- Theatrical release poster
- Directed by: Shiva Prasad Yanala
- Written by: Shiva Prasad Yanala
- Dialogue by: Hanu Ravuri
- Produced by: Kiran Korrapati; Zee Studios;
- Starring: Samuthirakani; Master Dhruvan;
- Cinematography: Vivek Kalepu
- Edited by: Marthand K. Venkatesh
- Music by: Charan Arjun
- Production companies: Kiran Korrapati Creative Works; Zee Studios;
- Release date: 9 June 2023;
- Country: India
- Language: Telugu

= Vimanam (2023 film) =

2023 Indian drama film

Vimanam is a 2023 Indian Telugu-language drama film written and directed by Siva Prasad Yanala. It features Samuthirakani and Master Dhruvan in lead roles It was produced by Kiran Korrapati and Zee Studios.

The film was released on 9 June 2023 and was partially filmed in Tamil.

== Plot ==
Veerayya runs the Sulabh Complex in a Hyderabad slum, near Begumpet. His life revolves around his son Raju. Veerayya has no wife or relatives, except for three neighbors: Daniel, a kindhearted auto driver; Koti, a witty cobbler; and Sumathi, a compassionate sex worker.

One day, Veerayya learns that Raju has leukemia and only a few days to live. Raju loves planes and wants to fly in an airplane. Determined to fulfill his son's wish, Veerayya works day and night to save enough money to buy two plane tickets to Tirupati. He works as a carpenter and asks Rs. 10000 from the boss, but the latter denies. On that day, a sum of Rs. 50000 is lost from the boss's account. The boss complains to the police, and Veerayya goes to jail. For this, the boss pays Rs. 10000 as a bribe. In lock up, the police beats Veerayya. Later, the boss finds out that the money was taken by his son, so he withdraws his complaint and gives Rs. 5000 as a bribe for this.

Afterward, Daniel's son and Raju are caught by airport security as they were trying to cross a fence, and they were brought to the police station. The police who beat Veerayya go to beat Raju, but Veerayya stops the police and threatens them that he will go to higher officials and file a complaint. He then acts as a comedian in an exhibition and makes the children laugh, while also getting paid a lump sum of money. Veerayya and his friends go to buy tickets at night. However, some rich guys drove the wrong way, hit Daniel's auto, fought with him and Veerayya, and stole Veerayya's money. Koti saves the money and goes to Sumathi after paying Rs. 1000. Suddenly, he has a change of mind and grabs the money from Sumathi, gives it to Veerayya, and says that Sumathi gave it. Koti explains to Sumathi about the situation. Sumathi is moved and hugs Koti.

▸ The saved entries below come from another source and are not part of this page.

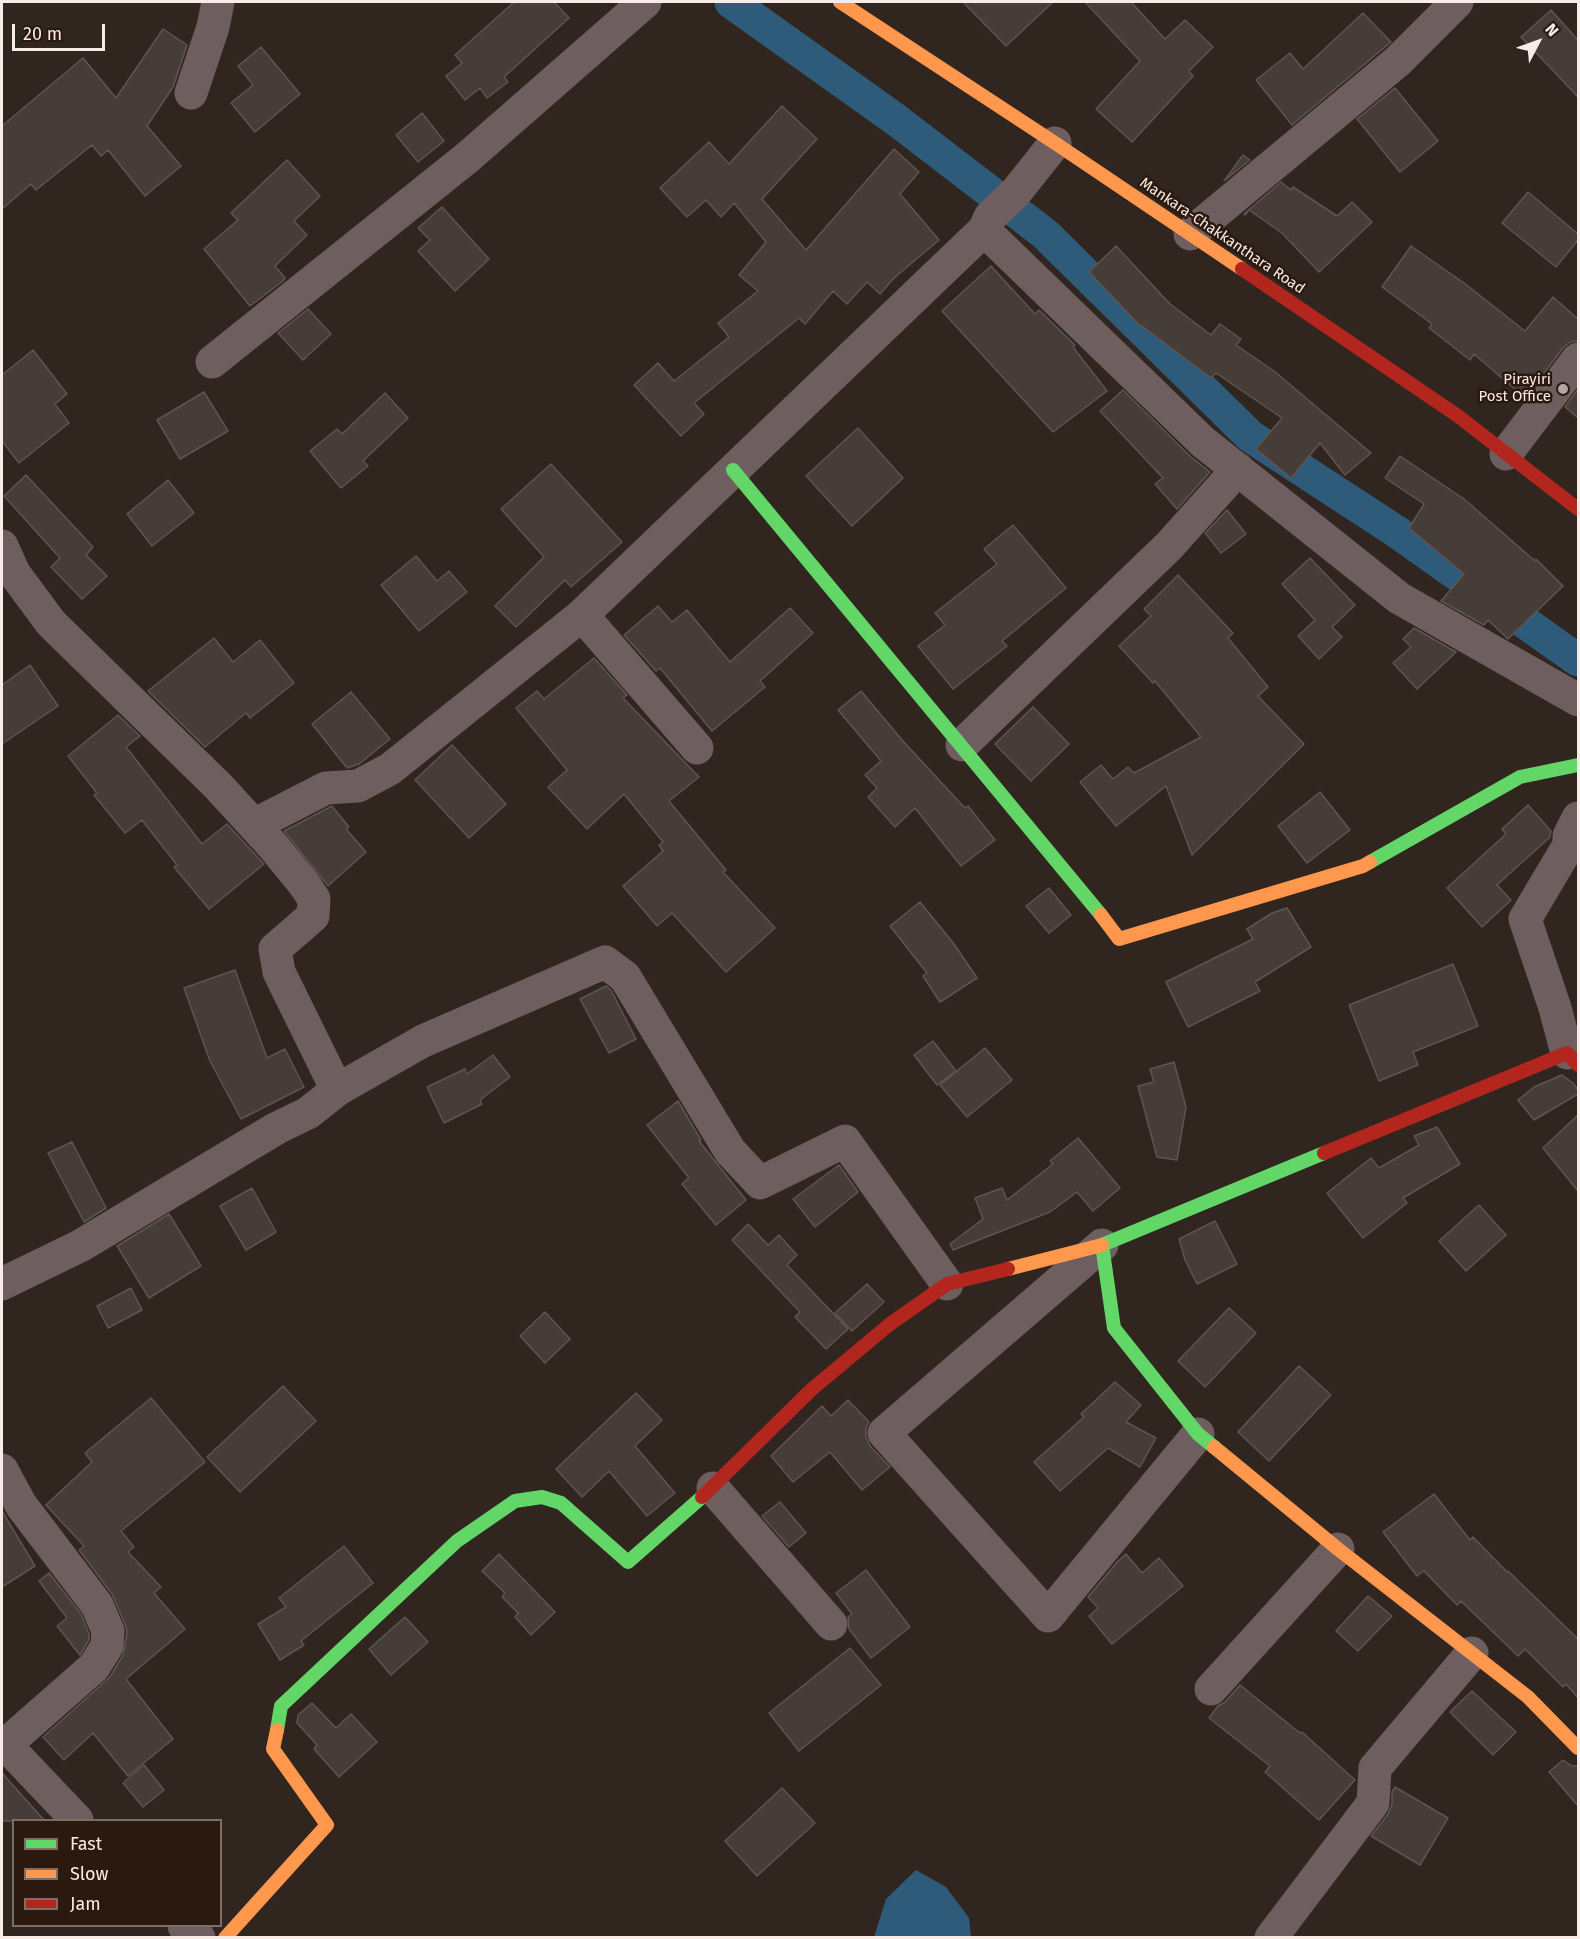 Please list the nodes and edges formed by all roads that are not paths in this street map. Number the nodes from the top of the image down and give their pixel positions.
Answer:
1 (218, 2) edge
2 (645, 2) edge
3 (840, 2) edge
4 (1457, 2) edge
5 (191, 93) dead end
6 (1055, 143) junction
7 (987, 224) junction
8 (1190, 234) junction
9 (1578, 359) edge
10 (212, 362) dead end
11 (1506, 454) junction
12 (1238, 469) junction
13 (733, 471) junction
14 (1578, 509) edge
15 (2, 546) edge
16 (582, 615) junction
17 (1578, 700) edge
18 (962, 745) junction
19 (697, 748) dead end
20 (1578, 765) edge
21 (1578, 818) edge
22 (254, 825) junction
23 (1573, 1059) edge
24 (337, 1090) junction
25 (1102, 1245) junction
26 (2, 1284) edge
27 (946, 1284) junction
28 (1198, 1434) junction
29 (2, 1470) edge
30 (713, 1488) junction
31 (11, 1512) edge
32 (1338, 1549) junction
33 (831, 1624) dead end
34 (1472, 1653) junction
35 (1211, 1689) dead end
36 (3, 1743) edge
37 (1578, 1748) edge
38 (75, 1819) edge
39 (185, 1927) edge
40 (199, 1938) edge
41 (225, 1938) edge
42 (1271, 1938) edge

1 - 5 street
2 - 10 street
3 - 6 street, Mankara-Chakkanthara Road
4 - 8 street
6 - 7 street
6 - 8 street, Mankara-Chakkanthara Road
7 - 12 street
7 - 13 street
8 - 11 street, Mankara-Chakkanthara Road
9 - 11 street
11 - 14 street, Mankara-Chakkanthara Road
12 - 17 street
12 - 18 street
13 - 16 street
13 - 18 street
15 - 22 street
16 - 19 street
16 - 22 street
18 - 20 street
21 - 23 street
22 - 24 street
23 - 25 street
24 - 26 street
24 - 27 street
25 - 27 street
25 - 28 street
25 - 28 street
27 - 30 street
28 - 32 street
29 - 31 street
30 - 33 street
30 - 41 street
31 - 36 street
32 - 34 street
32 - 35 street
34 - 37 street
34 - 42 street
36 - 38 street
39 - 40 street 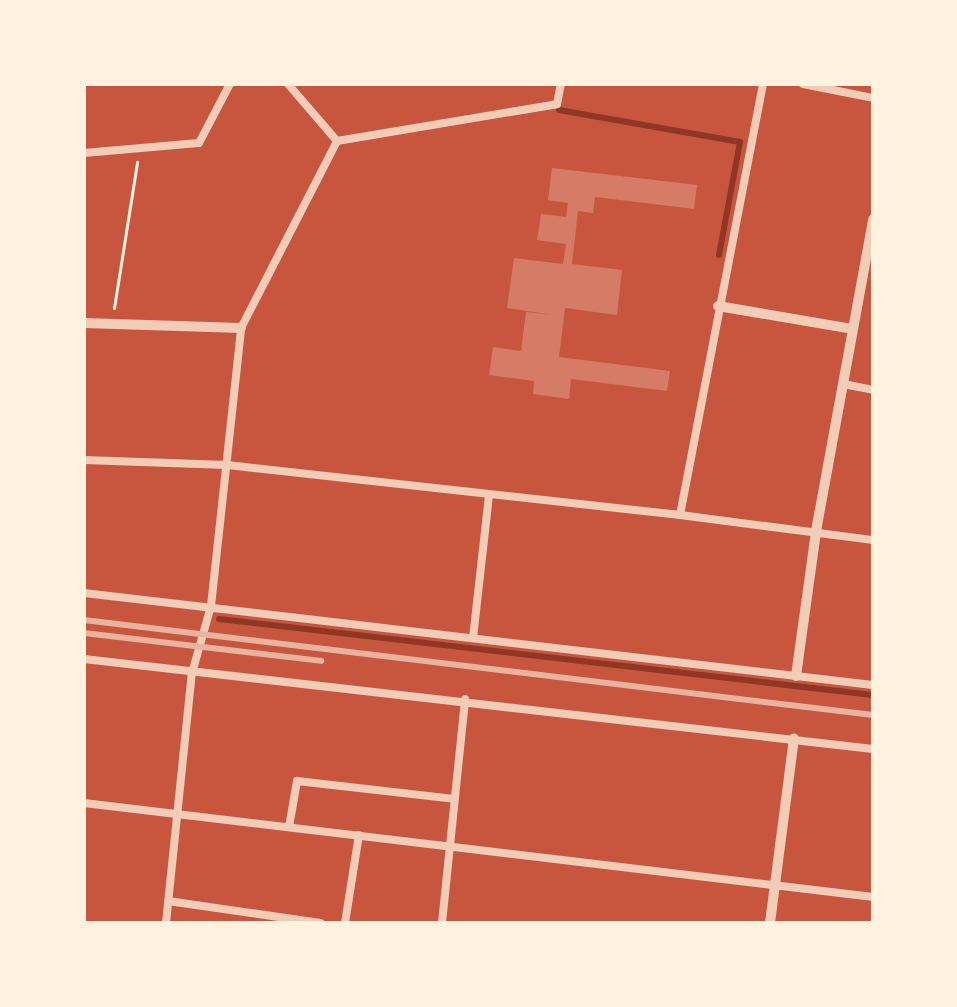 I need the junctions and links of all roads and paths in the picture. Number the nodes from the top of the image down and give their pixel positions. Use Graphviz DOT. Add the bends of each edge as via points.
graph roads {
  1 [pos="230,84"];
  2 [pos="288,84"];
  3 [pos="561,84"];
  4 [pos="763,84"];
  5 [pos="803,84"];
  6 [pos="873,98"];
  7 [pos="337,141"];
  8 [pos="140,148"];
  9 [pos="84,153"];
  10 [pos="873,219"];
  11 [pos="872,235"];
  12 [pos="718,306"];
  13 [pos="84,323"];
  14 [pos="111,324"];
  15 [pos="241,328"];
  16 [pos="852,329"];
  17 [pos="843,384"];
  18 [pos="873,390"];
  19 [pos="84,460"];
  20 [pos="227,465"];
  21 [pos="489,496"];
  22 [pos="680,515"];
  23 [pos="816,531"];
  24 [pos="873,540"];
  25 [pos="84,593"];
  26 [pos="211,606"];
  27 [pos="473,638"];
  28 [pos="84,659"];
  29 [pos="192,673"];
  30 [pos="796,676"];
  31 [pos="873,685"];
  32 [pos="465,699"];
  33 [pos="794,739"];
  34 [pos="873,749"];
  35 [pos="454,799"];
  36 [pos="84,803"];
  37 [pos="176,814"];
  38 [pos="289,827"];
  39 [pos="359,835"];
  40 [pos="450,846"];
  41 [pos="775,884"];
  42 [pos="873,897"];
  43 [pos="168,901"];
  44 [pos="166,923"];
  45 [pos="320,923"];
  46 [pos="345,923"];
  47 [pos="442,923"];
  48 [pos="770,923"];
  1 -- 8 [label="street" via="199,143"];
  2 -- 7 [label="street"];
  3 -- 7 [label="street" via="557,104"];
  4 -- 12 [label="street"];
  5 -- 6 [label="street"];
  7 -- 15 [label="street"];
  8 -- 9 [label="street"];
  8 -- 14 [label="path"];
  10 -- 11 [label="street"];
  11 -- 16 [label="street"];
  12 -- 16 [label="street"];
  12 -- 22 [label="street"];
  13 -- 14 [label="street"];
  14 -- 15 [label="street"];
  15 -- 20 [label="street"];
  16 -- 17 [label="street"];
  17 -- 18 [label="street"];
  17 -- 23 [label="street"];
  19 -- 20 [label="street"];
  20 -- 21 [label="street"];
  20 -- 26 [label="street"];
  21 -- 22 [label="street"];
  21 -- 27 [label="street"];
  22 -- 23 [label="street"];
  23 -- 24 [label="street"];
  23 -- 30 [label="street"];
  25 -- 26 [label="street"];
  26 -- 27 [label="street"];
  26 -- 29 [label="street"];
  27 -- 30 [label="street"];
  28 -- 29 [label="street"];
  29 -- 32 [label="street"];
  29 -- 37 [label="street"];
  30 -- 31 [label="street"];
  32 -- 33 [label="street"];
  32 -- 35 [label="street"];
  33 -- 34 [label="street"];
  33 -- 41 [label="street"];
  35 -- 38 [label="street" via="297,781"];
  35 -- 40 [label="street"];
  36 -- 37 [label="street"];
  37 -- 38 [label="street"];
  37 -- 43 [label="street"];
  38 -- 39 [label="street"];
  39 -- 40 [label="street"];
  39 -- 46 [label="street"];
  40 -- 41 [label="street"];
  40 -- 47 [label="street"];
  41 -- 42 [label="street"];
  41 -- 48 [label="street"];
  43 -- 44 [label="street"];
  43 -- 45 [label="street"];
}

Finally, Veerayya has enough money and books two tickets to Tirupati. With the help of Shweta, an air hostess, Veerayya and Raju board the flight, where Veerayya explains the situation to Shweta. Raju is excited on boarding the flight but unfortunately dies during it. Veerayya has an emotional outburst and requests Shweta not to reveal the death news. When the flight lands in Tirupati, Shweta finds out that Veerayya also died.

== Production ==
The film was produced by Kiran Korrapati and Zee Studios. It also mark a comeback film for Meera Jasmine in the Telugu film industry. The film was entirely made in Telugu and a key scene from the film featuring Samuthirakani was additional filmed in Tamil.

== Music ==
The music for the film was composed by Charan Arjun and the music distribution rights was acquired by Aditya Music.

Track listing
| No. | Title | Lyrics | Singer(s) | Length |
|---|---|---|---|---|
| 1. | "Rela Rela" | Charan Arjun | Mangli | 4:29 |
| 2. | "Sumathi" | Charan Arjun | Charan Arjun | 3:04 |
| Total length: |  |  |  | 7:33 |

== Release ==
The film was released on 9 June 2023. The film streamed on ZEE5 on June 30, 2023.

== Reception ==
Paul Nicodemus of The Times of India gave it 3 out of 5 stars and wrote, "Vimanam is a film that showcases a father's (and parents') love for his son (and children) and possesses universal appeal. Watch it for its solid performances and decent production values." Satya Pulagam of ABP Live Telugu gave it 2.5 out of 5 stars and wrote, "The film has heart-wrenching emotional scenes, but it lacks a better narrative to connect the audience with the film."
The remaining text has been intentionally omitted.